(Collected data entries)
————
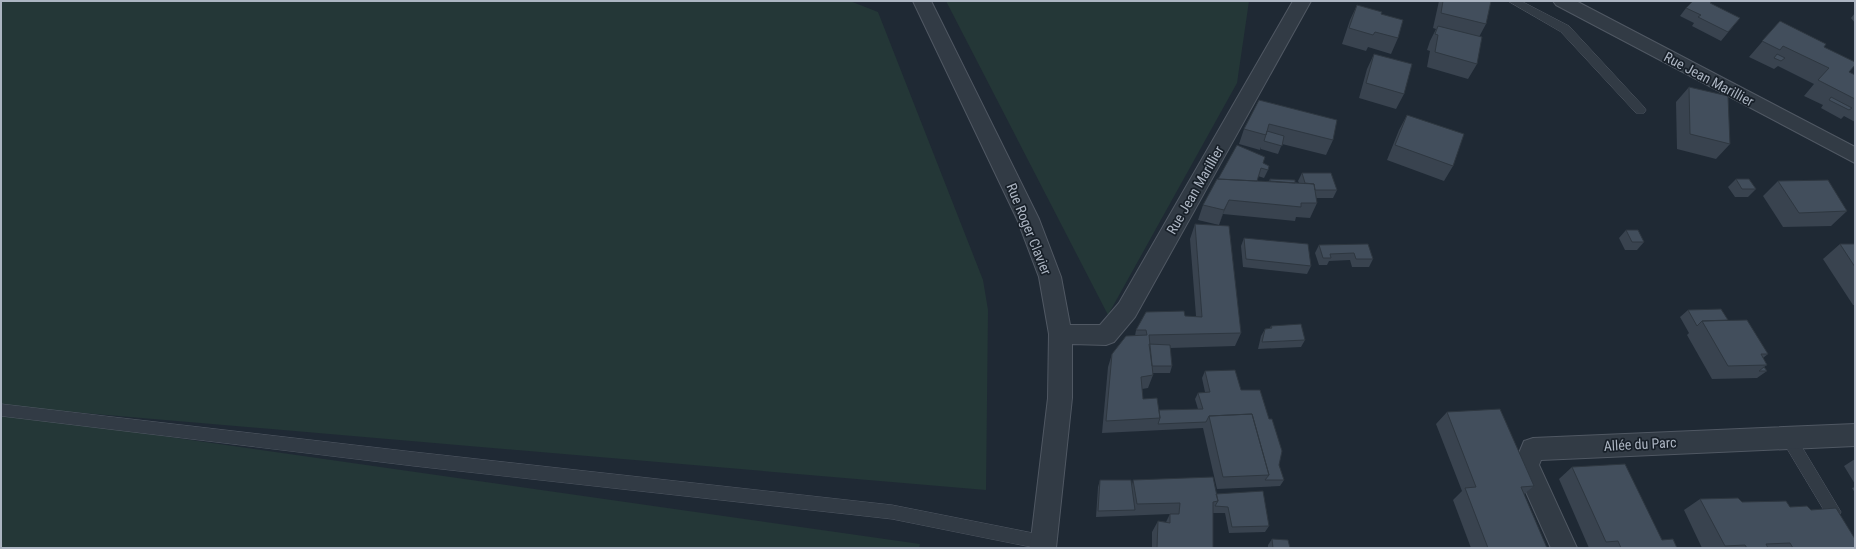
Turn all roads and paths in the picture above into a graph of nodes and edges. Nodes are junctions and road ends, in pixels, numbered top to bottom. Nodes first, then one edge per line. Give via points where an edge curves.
1 (922, 1) edge
2 (1302, 1) edge
3 (1513, 1) edge
4 (1562, 1) edge
5 (1640, 110) dead end
6 (1855, 156) edge
7 (1060, 334) junction
8 (1, 410) edge
9 (1855, 435) edge
10 (1788, 437) junction
11 (1833, 512) edge
12 (1043, 545) edge
13 (1564, 548) edge

1 - 7 street, Rue Roger Clavier via 1028,219 1050,277
2 - 7 street, Rue Jean Marillier via 1127,310 1106,335
3 - 5 lane via 1565,29
4 - 6 street, Rue Jean Marillier
7 - 12 street, Rue Roger Clavier via 1060,398
8 - 12 lane via 892,512
9 - 10 street, Allée du Parc
10 - 11 lane
10 - 13 street, Allée du Parc via 1533,449 1526,465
————
Work task: Retype all records exactly as shown above, images excluded.

Response to this task:
Turn all roads and paths in the picture above into a graph of nodes and edges. Nodes are junctions and road ends, in pixels, numbered top to bottom. Nodes first, then one edge per line. Give via points where an edge curves.
1 (922, 1) edge
2 (1302, 1) edge
3 (1513, 1) edge
4 (1562, 1) edge
5 (1640, 110) dead end
6 (1855, 156) edge
7 (1060, 334) junction
8 (1, 410) edge
9 (1855, 435) edge
10 (1788, 437) junction
11 (1833, 512) edge
12 (1043, 545) edge
13 (1564, 548) edge

1 - 7 street, Rue Roger Clavier via 1028,219 1050,277
2 - 7 street, Rue Jean Marillier via 1127,310 1106,335
3 - 5 lane via 1565,29
4 - 6 street, Rue Jean Marillier
7 - 12 street, Rue Roger Clavier via 1060,398
8 - 12 lane via 892,512
9 - 10 street, Allée du Parc
10 - 11 lane
10 - 13 street, Allée du Parc via 1533,449 1526,465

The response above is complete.